I really appreciate the Monica Miller essay linked, and your raising this issue. It's something I feel quite conflicted about.

On the one hand, it would be good to get people toward "professional" norms that involve less aggression and less showing-off.

On the other hand, there is a sociological dimension that seems to be ignored here, even in Miller's astute essay. Many of the norms that are seen as "professional" are (more) alienating to specific, underrepresented groups of grad students. Having the right academic manners might come naturally to someone who grew up in an academic family, but completely alien to someone who is the first in her family to go to graduate school. Having the right academic manners might come naturally to someone who went to college in anglophone countries, but completely alien to someone who came from elsewhere.

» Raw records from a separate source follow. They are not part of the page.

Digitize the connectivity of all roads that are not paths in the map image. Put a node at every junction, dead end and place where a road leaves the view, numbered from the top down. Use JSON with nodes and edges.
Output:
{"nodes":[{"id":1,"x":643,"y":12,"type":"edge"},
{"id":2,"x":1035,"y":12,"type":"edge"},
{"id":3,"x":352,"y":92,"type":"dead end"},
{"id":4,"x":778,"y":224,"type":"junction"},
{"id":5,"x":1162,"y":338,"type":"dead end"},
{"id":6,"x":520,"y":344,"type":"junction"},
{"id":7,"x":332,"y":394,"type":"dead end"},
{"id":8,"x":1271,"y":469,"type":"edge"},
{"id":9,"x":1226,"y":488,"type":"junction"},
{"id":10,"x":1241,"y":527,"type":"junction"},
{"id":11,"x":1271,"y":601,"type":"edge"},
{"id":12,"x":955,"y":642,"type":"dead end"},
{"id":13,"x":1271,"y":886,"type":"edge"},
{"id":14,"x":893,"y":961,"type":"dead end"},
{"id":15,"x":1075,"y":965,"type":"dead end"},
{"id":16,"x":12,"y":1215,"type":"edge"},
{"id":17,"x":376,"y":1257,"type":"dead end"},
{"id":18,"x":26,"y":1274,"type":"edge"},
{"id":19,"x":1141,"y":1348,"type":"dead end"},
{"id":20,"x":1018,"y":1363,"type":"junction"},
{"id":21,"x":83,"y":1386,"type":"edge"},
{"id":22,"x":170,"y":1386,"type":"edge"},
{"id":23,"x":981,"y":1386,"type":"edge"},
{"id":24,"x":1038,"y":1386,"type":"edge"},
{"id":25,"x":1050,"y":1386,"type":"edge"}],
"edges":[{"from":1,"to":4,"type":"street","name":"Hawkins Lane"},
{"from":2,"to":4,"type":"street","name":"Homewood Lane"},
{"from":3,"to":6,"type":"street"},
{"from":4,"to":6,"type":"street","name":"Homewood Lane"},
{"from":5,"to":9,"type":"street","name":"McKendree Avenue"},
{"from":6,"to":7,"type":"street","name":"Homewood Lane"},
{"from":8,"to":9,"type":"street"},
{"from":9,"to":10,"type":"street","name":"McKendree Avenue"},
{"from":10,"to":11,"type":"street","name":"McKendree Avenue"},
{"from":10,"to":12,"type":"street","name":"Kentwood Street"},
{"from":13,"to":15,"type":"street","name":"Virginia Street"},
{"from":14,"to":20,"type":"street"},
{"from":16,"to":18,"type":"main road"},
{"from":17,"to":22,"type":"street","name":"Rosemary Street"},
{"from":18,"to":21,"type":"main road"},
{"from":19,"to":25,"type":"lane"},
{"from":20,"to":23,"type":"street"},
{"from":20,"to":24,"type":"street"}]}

I am especially skeptical of any proposal, explicit or implicit, that would penalize people for "behaviors that ooze a need to 'prove oneself' in public". Often, it is the already disadvantaged who do feel the need to prove oneself -- because that's what they've been told! (For a related discussion, see http://www.slate.com/articles/technology/technology/2014/01/programmer_privilege_as_an_asian_male_computer_science_major_everyone_gave.html .) So any such proposal would end up rewarding the already privileged, the ones who already feel like they belong and have nothing to prove.

Marcus Arvan

Hi Shen-yi: Thanks so much for your comment, and for raising that concern. A couple of thoughts.

I wasn't advocating *penalizing* anyone -- explicitly or implicitly -- for behaving in those ways. Quite the contrary, generally speaking, I would advocate that the profession be far more forgiving of grad student insecurities than (in my experience) the profession tends to be (and for the kinds of reasons you give).

Unfortunately, it is a fact that people are sometimes negatively judged for "acting like a grad student", and so my post was simply aiming to elicit what sorts of actions people judge that way.

Finally, I'm not convinced that a norm against behaving in ways that evince a need to prove oneself would work against disadvantaged individuals. My personal experience in the profession is that it tends to overwhelmingly be individuals of *privileged* backgrounds who behave in the kinds of ways I describe in the post (they can be more apt to "act out" in arrogant, defensive ways precisely because they are members of a privileged class). In other words, in practice, I think a norm against arrogant, defensive behavior would work in favor of the disadvantaged, not against. But again, I do appreciate your worry.

Thanks again for your comment!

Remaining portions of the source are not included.